Legislation limiting surprise medical bills is back in Sen. Alexander's hands after changes from House


Sen. Lamar Alexander (R-Tenn.)  

Surprise charges from out-of-network health care providers is a hot button issue in Washington and a threat to many Americans' peace of mind. One out of ten adults with medical insurance has received an unexpected bill – average cost $600 – in the past year.

How does that happen? Insurance companies refuse to pay out-of-network providers, such as emergency room physicians, anesthesiologists and others. The out-of-network doctors then bill patients directly for their services. A patient who goes to the hospital can expect to get five or six bills – one from each doctor – with unexpected charges of hundreds or even thousands of dollars. This practice is called "balanced billing." Congress has been working for months on legislation to get rid of it.

This summer, the head of the Health, Education, Labor and Pensions (HELP) Committee, Sen. Lamar Alexander (R-Tenn.), helped pass legislation in the Senate to control those out-of-network costs with “benchmarking.” The idea is that charges for out-of-network doctors and services would be set or "benchmarked," based on the average fees that doctors in the area are paid. Doctors would be forced to accept the benchmark payment. In return for capped payments, insurance companies would take on the responsibility for paying the out-of-network doctors. Patients would be off the hook for surprise bills.

“Legislation to end surprise medical bills, increase transparency, and lower prescription drug costs is looking like a train that will get to the station when Congress reconvenes in September,” Alexander said in a speech delivered on the Senate floor July 30.

The bill then moved on to the House at the end of June. On July 8, the House Energy and Commerce Committee passed its version of the surprise medical bills provisions – but with a controversial addition. 

After hearing from doctors and medical organizations and their lobbyists, House members added a “backstop” to the Senate version of the legislation, which gives doctors the right to appeal to an arbitrator if they believe the benchmark payment for a bill over $1,250 is not enough. Physicians maintain that in some cases, care is more complex and costly. They want the right to arbitration.

A range of stakeholders, including those who represent large employers, are staunchly against the House "backstop," calling it a loophole. Introducing arbitration is bound to increase costs and make the billing process more complicated, they say. Can every medical claim be arbitrated in a timely fashion? There are thousands of claims and it is often difficult to group the claims together. 

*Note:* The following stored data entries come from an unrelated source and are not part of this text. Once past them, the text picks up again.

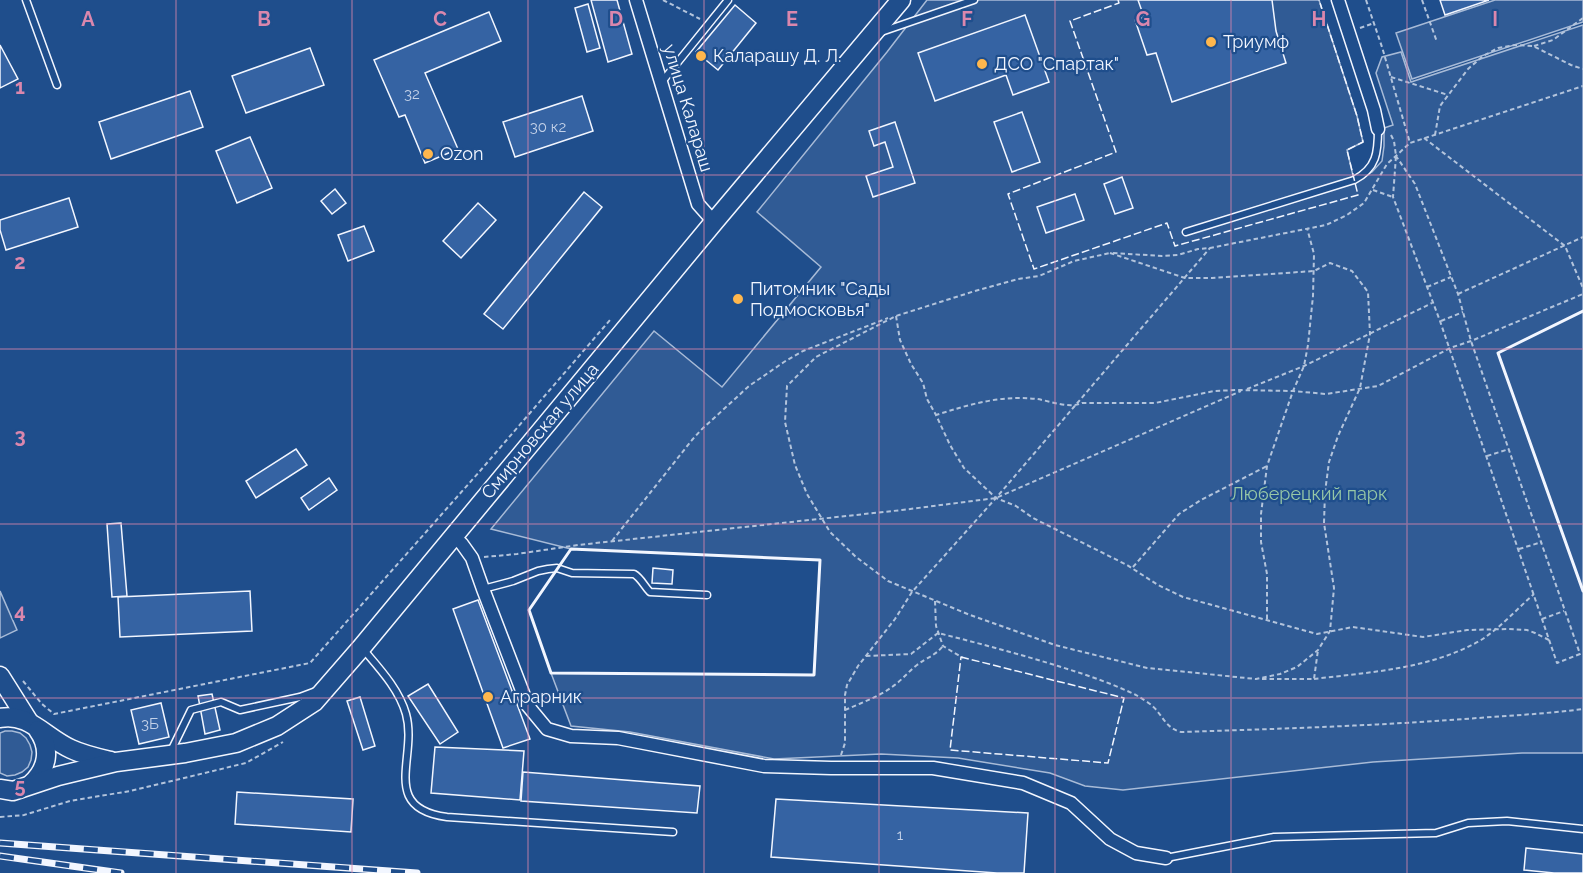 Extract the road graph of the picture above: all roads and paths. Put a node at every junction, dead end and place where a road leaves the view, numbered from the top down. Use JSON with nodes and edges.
{"nodes":[{"id":1,"x":26,"y":0,"type":"edge"},
{"id":2,"x":636,"y":0,"type":"edge"},
{"id":3,"x":663,"y":0,"type":"edge"},
{"id":4,"x":728,"y":0,"type":"edge"},
{"id":5,"x":901,"y":0,"type":"edge"},
{"id":6,"x":974,"y":0,"type":"edge"},
{"id":7,"x":1338,"y":0,"type":"edge"},
{"id":8,"x":1366,"y":0,"type":"edge"},
{"id":9,"x":1422,"y":0,"type":"edge"},
{"id":10,"x":1583,"y":18,"type":"edge"},
{"id":11,"x":709,"y":23,"type":"junction"},
{"id":12,"x":872,"y":35,"type":"junction"},
{"id":13,"x":1437,"y":42,"type":"dead end"},
{"id":14,"x":1533,"y":46,"type":"junction"},
{"id":15,"x":1583,"y":69,"type":"edge"},
{"id":16,"x":1391,"y":77,"type":"junction"},
{"id":17,"x":661,"y":83,"type":"junction"},
{"id":18,"x":57,"y":85,"type":"dead end"},
{"id":19,"x":1583,"y":86,"type":"edge"},
{"id":20,"x":1448,"y":95,"type":"junction"},
{"id":21,"x":1384,"y":130,"type":"junction"},
{"id":22,"x":1435,"y":135,"type":"junction"},
{"id":23,"x":1424,"y":138,"type":"junction"},
{"id":24,"x":1410,"y":143,"type":"junction"},
{"id":25,"x":1396,"y":156,"type":"junction"},
{"id":26,"x":1372,"y":189,"type":"junction"},
{"id":27,"x":1393,"y":197,"type":"junction"},
{"id":28,"x":714,"y":222,"type":"junction"},
{"id":29,"x":1307,"y":228,"type":"junction"},
{"id":30,"x":1186,"y":232,"type":"dead end"},
{"id":31,"x":1583,"y":237,"type":"edge"},
{"id":32,"x":1565,"y":246,"type":"junction"},
{"id":33,"x":1210,"y":248,"type":"junction"},
{"id":34,"x":1110,"y":253,"type":"junction"},
{"id":35,"x":1314,"y":271,"type":"junction"},
{"id":36,"x":1451,"y":277,"type":"junction"},
{"id":37,"x":1185,"y":278,"type":"junction"},
{"id":38,"x":1427,"y":287,"type":"junction"},
{"id":39,"x":1583,"y":288,"type":"edge"},
{"id":40,"x":1458,"y":294,"type":"junction"},
{"id":41,"x":1583,"y":294,"type":"edge"},
{"id":42,"x":1433,"y":302,"type":"junction"},
{"id":43,"x":1463,"y":312,"type":"junction"},
{"id":44,"x":617,"y":313,"type":"dead end"},
{"id":45,"x":896,"y":316,"type":"junction"},
{"id":46,"x":1440,"y":321,"type":"junction"},
{"id":47,"x":1370,"y":334,"type":"junction"},
{"id":48,"x":1471,"y":341,"type":"junction"},
{"id":49,"x":1450,"y":348,"type":"junction"},
{"id":50,"x":1304,"y":366,"type":"junction"},
{"id":51,"x":1360,"y":388,"type":"junction"},
{"id":52,"x":1244,"y":390,"type":"junction"},
{"id":53,"x":1293,"y":391,"type":"junction"},
{"id":54,"x":1076,"y":406,"type":"junction"},
{"id":55,"x":936,"y":415,"type":"junction"},
{"id":56,"x":1509,"y":449,"type":"junction"},
{"id":57,"x":1487,"y":456,"type":"junction"},
{"id":58,"x":1267,"y":466,"type":"junction"},
{"id":59,"x":996,"y":498,"type":"junction"},
{"id":60,"x":821,"y":518,"type":"junction"},
{"id":61,"x":454,"y":536,"type":"junction"},
{"id":62,"x":612,"y":541,"type":"junction"},
{"id":63,"x":1542,"y":542,"type":"junction"},
{"id":64,"x":1518,"y":549,"type":"junction"},
{"id":65,"x":472,"y":558,"type":"junction"},
{"id":66,"x":1132,"y":568,"type":"junction"},
{"id":67,"x":483,"y":589,"type":"junction"},
{"id":68,"x":912,"y":592,"type":"junction"},
{"id":69,"x":1534,"y":594,"type":"junction"},
{"id":70,"x":707,"y":595,"type":"dead end"},
{"id":71,"x":935,"y":601,"type":"junction"},
{"id":72,"x":1564,"y":611,"type":"junction"},
{"id":73,"x":1267,"y":619,"type":"junction"},
{"id":74,"x":1542,"y":619,"type":"junction"},
{"id":75,"x":1495,"y":630,"type":"junction"},
{"id":76,"x":1330,"y":632,"type":"junction"},
{"id":77,"x":938,"y":633,"type":"junction"},
{"id":78,"x":1549,"y":640,"type":"junction"},
{"id":79,"x":942,"y":645,"type":"junction"},
{"id":80,"x":361,"y":648,"type":"junction"},
{"id":81,"x":1318,"y":651,"type":"junction"},
{"id":82,"x":1581,"y":655,"type":"edge"},
{"id":83,"x":866,"y":656,"type":"junction"},
{"id":84,"x":963,"y":658,"type":"dead end"},
{"id":85,"x":18,"y":675,"type":"dead end"},
{"id":86,"x":0,"y":676,"type":"edge"},
{"id":87,"x":1256,"y":679,"type":"junction"},
{"id":88,"x":1314,"y":679,"type":"junction"},
{"id":89,"x":327,"y":686,"type":"junction"},
{"id":90,"x":1583,"y":709,"type":"edge"},
{"id":91,"x":845,"y":710,"type":"junction"},
{"id":92,"x":0,"y":718,"type":"edge"},
{"id":93,"x":33,"y":725,"type":"junction"},
{"id":94,"x":169,"y":754,"type":"junction"},
{"id":95,"x":116,"y":762,"type":"junction"},
{"id":96,"x":841,"y":768,"type":"junction"},
{"id":97,"x":31,"y":784,"type":"junction"},
{"id":98,"x":0,"y":789,"type":"edge"},
{"id":99,"x":1583,"y":829,"type":"edge"},
{"id":100,"x":673,"y":832,"type":"dead end"},
{"id":101,"x":1166,"y":858,"type":"joint"}],
"edges":[{"from":1,"to":18,"type":"lane"},
{"from":2,"to":17,"type":"street","name":"улица Калараш"},
{"from":3,"to":11,"type":"path"},
{"from":4,"to":11,"type":"lane"},
{"from":5,"to":12,"type":"main road","name":"Смирновская улица"},
{"from":6,"to":12,"type":"lane"},
{"from":7,"to":21,"type":"street"},
{"from":8,"to":16,"type":"path"},
{"from":9,"to":13,"type":"path"},
{"from":10,"to":14,"type":"path"},
{"from":11,"to":17,"type":"lane"},
{"from":12,"to":28,"type":"main road","name":"Смирновская улица"},
{"from":14,"to":15,"type":"path"},
{"from":14,"to":20,"type":"path"},
{"from":16,"to":20,"type":"path"},
{"from":16,"to":24,"type":"path"},
{"from":17,"to":28,"type":"street","name":"улица Калараш"},
{"from":19,"to":22,"type":"path"},
{"from":20,"to":22,"type":"path"},
{"from":21,"to":25,"type":"path"},
{"from":21,"to":30,"type":"lane"},
{"from":22,"to":23,"type":"path"},
{"from":23,"to":24,"type":"path"},
{"from":23,"to":32,"type":"path"},
{"from":24,"to":25,"type":"path"},
{"from":25,"to":26,"type":"path"},
{"from":25,"to":27,"type":"path"},
{"from":25,"to":36,"type":"path"},
{"from":26,"to":27,"type":"path"},
{"from":26,"to":29,"type":"path"},
{"from":27,"to":38,"type":"path"},
{"from":28,"to":61,"type":"main road","name":"Смирновская улица"},
{"from":29,"to":33,"type":"path"},
{"from":29,"to":35,"type":"path"},
{"from":31,"to":32,"type":"path"},
{"from":32,"to":39,"type":"path"},
{"from":32,"to":40,"type":"path"},
{"from":33,"to":34,"type":"path"},
{"from":33,"to":37,"type":"path"},
{"from":34,"to":37,"type":"path"},
{"from":34,"to":45,"type":"path"},
{"from":35,"to":37,"type":"path"},
{"from":35,"to":47,"type":"path"},
{"from":35,"to":50,"type":"path"},
{"from":36,"to":38,"type":"path"},
{"from":36,"to":40,"type":"path"},
{"from":37,"to":54,"type":"path"},
{"from":38,"to":42,"type":"path"},
{"from":40,"to":43,"type":"path"},
{"from":41,"to":48,"type":"path"},
{"from":42,"to":46,"type":"path"},
{"from":42,"to":47,"type":"path"},
{"from":43,"to":46,"type":"path"},
{"from":43,"to":48,"type":"path"},
{"from":44,"to":85,"type":"path"},
{"from":45,"to":55,"type":"path"},
{"from":45,"to":60,"type":"path"},
{"from":45,"to":62,"type":"path"},
{"from":46,"to":49,"type":"path"},
{"from":47,"to":50,"type":"path"},
{"from":47,"to":51,"type":"path"},
{"from":48,"to":49,"type":"path"},
{"from":48,"to":56,"type":"path"},
{"from":49,"to":51,"type":"path"},
{"from":49,"to":57,"type":"path"},
{"from":50,"to":52,"type":"path"},
{"from":50,"to":53,"type":"path"},
{"from":51,"to":53,"type":"path"},
{"from":51,"to":76,"type":"path"},
{"from":52,"to":53,"type":"path"},
{"from":52,"to":54,"type":"path"},
{"from":52,"to":59,"type":"path"},
{"from":53,"to":58,"type":"path"},
{"from":54,"to":55,"type":"path"},
{"from":54,"to":59,"type":"path"},
{"from":55,"to":59,"type":"path"},
{"from":56,"to":57,"type":"path"},
{"from":56,"to":63,"type":"path"},
{"from":57,"to":64,"type":"path"},
{"from":58,"to":66,"type":"path"},
{"from":58,"to":73,"type":"path"},
{"from":59,"to":60,"type":"path"},
{"from":59,"to":66,"type":"path"},
{"from":59,"to":68,"type":"path"},
{"from":60,"to":62,"type":"path"},
{"from":60,"to":68,"type":"path"},
{"from":61,"to":65,"type":"street"},
{"from":61,"to":80,"type":"main road","name":"Смирновская улица"},
{"from":62,"to":65,"type":"path"},
{"from":63,"to":64,"type":"path"},
{"from":63,"to":72,"type":"path"},
{"from":64,"to":69,"type":"path"},
{"from":65,"to":67,"type":"street"},
{"from":66,"to":73,"type":"path"},
{"from":67,"to":70,"type":"lane"},
{"from":67,"to":96,"type":"street"},
{"from":68,"to":71,"type":"path"},
{"from":68,"to":83,"type":"path"},
{"from":69,"to":74,"type":"path"},
{"from":69,"to":75,"type":"path"},
{"from":71,"to":77,"type":"path"},
{"from":71,"to":87,"type":"path"},
{"from":72,"to":74,"type":"path"},
{"from":72,"to":82,"type":"path"},
{"from":73,"to":76,"type":"path"},
{"from":74,"to":78,"type":"path"},
{"from":75,"to":76,"type":"path"},
{"from":75,"to":78,"type":"path"},
{"from":75,"to":88,"type":"path"},
{"from":76,"to":81,"type":"path"},
{"from":77,"to":79,"type":"path"},
{"from":77,"to":83,"type":"path"},
{"from":77,"to":90,"type":"path"},
{"from":78,"to":82,"type":"path"},
{"from":79,"to":84,"type":"path"},
{"from":79,"to":91,"type":"path"},
{"from":80,"to":89,"type":"main road","name":"Смирновская улица"},
{"from":80,"to":100,"type":"lane"},
{"from":81,"to":87,"type":"path"},
{"from":81,"to":88,"type":"path"},
{"from":83,"to":91,"type":"path"},
{"from":86,"to":93,"type":"main road"},
{"from":87,"to":88,"type":"path"},
{"from":89,"to":94,"type":"main road","name":"Смирновская улица"},
{"from":89,"to":94,"type":"lane"},
{"from":91,"to":96,"type":"path"},
{"from":92,"to":93,"type":"main road","name":"Смирновская улица"},
{"from":93,"to":95,"type":"main road","name":"Смирновская улица"},
{"from":93,"to":97,"type":"main road"},
{"from":94,"to":95,"type":"main road","name":"Смирновская улица"},
{"from":95,"to":97,"type":"main road","name":"Смирновская улица"},
{"from":96,"to":101,"type":"street"},
{"from":97,"to":98,"type":"main road","name":"Смирновская улица"},
{"from":99,"to":101,"type":"lane"}]}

With the addition of the arbitration option, the House version of the surprise medical bill provision no longer matches the primary version that is moving through the Senate. So it is back to Alexander and his committee.

 So far, Alexander has refused to dismiss the House bill’s “backstop," saying only that he is open to discussions. The Tennessee Business Daily tried to reach Alexander for comment but he did not reply.

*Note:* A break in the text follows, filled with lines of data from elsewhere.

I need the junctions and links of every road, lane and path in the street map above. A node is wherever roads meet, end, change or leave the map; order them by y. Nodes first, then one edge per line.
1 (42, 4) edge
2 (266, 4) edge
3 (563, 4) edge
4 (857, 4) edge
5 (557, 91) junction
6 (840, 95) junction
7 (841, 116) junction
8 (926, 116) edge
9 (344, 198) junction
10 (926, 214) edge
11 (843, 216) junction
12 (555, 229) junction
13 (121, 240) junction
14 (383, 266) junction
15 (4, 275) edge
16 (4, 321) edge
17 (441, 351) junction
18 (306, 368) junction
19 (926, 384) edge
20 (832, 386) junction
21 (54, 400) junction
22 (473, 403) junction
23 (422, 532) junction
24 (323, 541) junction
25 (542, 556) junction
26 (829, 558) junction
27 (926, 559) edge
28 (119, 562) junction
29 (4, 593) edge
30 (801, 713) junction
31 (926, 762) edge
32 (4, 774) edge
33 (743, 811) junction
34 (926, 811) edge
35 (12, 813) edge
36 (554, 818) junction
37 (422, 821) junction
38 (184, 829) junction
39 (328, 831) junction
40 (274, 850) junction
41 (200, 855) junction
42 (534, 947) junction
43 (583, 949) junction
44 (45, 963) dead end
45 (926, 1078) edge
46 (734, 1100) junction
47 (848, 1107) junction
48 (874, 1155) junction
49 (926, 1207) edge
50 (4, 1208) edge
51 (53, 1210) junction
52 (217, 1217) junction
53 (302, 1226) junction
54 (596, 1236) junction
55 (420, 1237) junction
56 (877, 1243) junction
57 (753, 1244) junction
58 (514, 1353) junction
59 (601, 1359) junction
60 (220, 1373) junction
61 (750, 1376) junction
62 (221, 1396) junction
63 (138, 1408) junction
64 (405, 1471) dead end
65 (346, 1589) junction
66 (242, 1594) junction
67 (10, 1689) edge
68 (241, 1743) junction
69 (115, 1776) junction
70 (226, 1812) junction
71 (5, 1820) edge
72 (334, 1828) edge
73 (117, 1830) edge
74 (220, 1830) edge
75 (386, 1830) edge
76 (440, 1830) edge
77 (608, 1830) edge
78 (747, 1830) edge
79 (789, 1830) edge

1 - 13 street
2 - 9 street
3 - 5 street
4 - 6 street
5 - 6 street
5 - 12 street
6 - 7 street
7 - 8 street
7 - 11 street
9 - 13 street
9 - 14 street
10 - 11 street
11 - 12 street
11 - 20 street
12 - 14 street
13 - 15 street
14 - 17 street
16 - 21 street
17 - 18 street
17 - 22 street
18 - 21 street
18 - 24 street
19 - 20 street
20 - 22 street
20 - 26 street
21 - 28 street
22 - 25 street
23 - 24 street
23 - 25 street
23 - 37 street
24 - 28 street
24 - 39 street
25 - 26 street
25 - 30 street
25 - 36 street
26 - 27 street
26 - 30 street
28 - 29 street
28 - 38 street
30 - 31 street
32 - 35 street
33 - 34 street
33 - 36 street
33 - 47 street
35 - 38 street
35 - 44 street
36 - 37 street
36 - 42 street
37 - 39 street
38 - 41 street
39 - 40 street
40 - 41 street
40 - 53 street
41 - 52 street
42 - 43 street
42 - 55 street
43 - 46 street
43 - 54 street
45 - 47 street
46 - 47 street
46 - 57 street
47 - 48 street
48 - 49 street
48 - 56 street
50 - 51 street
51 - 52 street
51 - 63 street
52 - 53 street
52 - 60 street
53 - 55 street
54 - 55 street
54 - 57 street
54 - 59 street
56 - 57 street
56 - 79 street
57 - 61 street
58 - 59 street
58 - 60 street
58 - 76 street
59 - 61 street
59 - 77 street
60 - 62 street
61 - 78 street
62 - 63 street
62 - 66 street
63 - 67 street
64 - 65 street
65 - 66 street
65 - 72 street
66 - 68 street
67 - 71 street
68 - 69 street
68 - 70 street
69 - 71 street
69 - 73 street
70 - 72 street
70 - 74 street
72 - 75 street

As the lobbyists for all parties continue to fight over the provisions, where does this leave patients? Lobbyists for the big medical organizations, large employers and others get all the attention from lawmakers, while patients remain stuck with undetermined costs that their insurance companies refuse to pay. The average family of four in the United States makes $60,000 a year. Forty percent of families cannot afford to pay a $600 bill without borrowing or selling something.

Patients need security when it comes to health care, Sen. Bill Cassidy (R-La.), a member of the HELP Committee, said. 

So what happens now? Only Congress has the power to protect patients and fix out-of-network billing. Patients need protection when they use an ambulance or go to an emergency room, patient advocates say. Patients are not given any choice in who the provider is. Groups of emergency room doctors and anesthesiologists take advantage of the fact that patients have no choice. They intentionally stay out of insurance networks and band together to gain market power, critics charge. With proper design, benchmarking could create downward pressure on prices and encourage more providers to come in-network, supporters of benchmarking maintain.

In his floor speech on July 30, Alexander sounded determined to find a solution.

“If Congress cannot fix such an obvious market failure in health care, pressure will only grow for a radical federal takeover of health care that will take away private insurance from the 180 million Americans who get insurance on the job, and leave patients with less choice, fewer doctors, and worse health care,” Alexander said.

Legislation to protect patients from bills for out-of-network services faces further hurdles. 

In the Senate, the surprise bill provisions are part of a larger package of health care reforms. Because of work on the larger package, the Senate has repeatedly put “holds” on the surprise billing provisions, preventing the legislation from going to the Senate floor.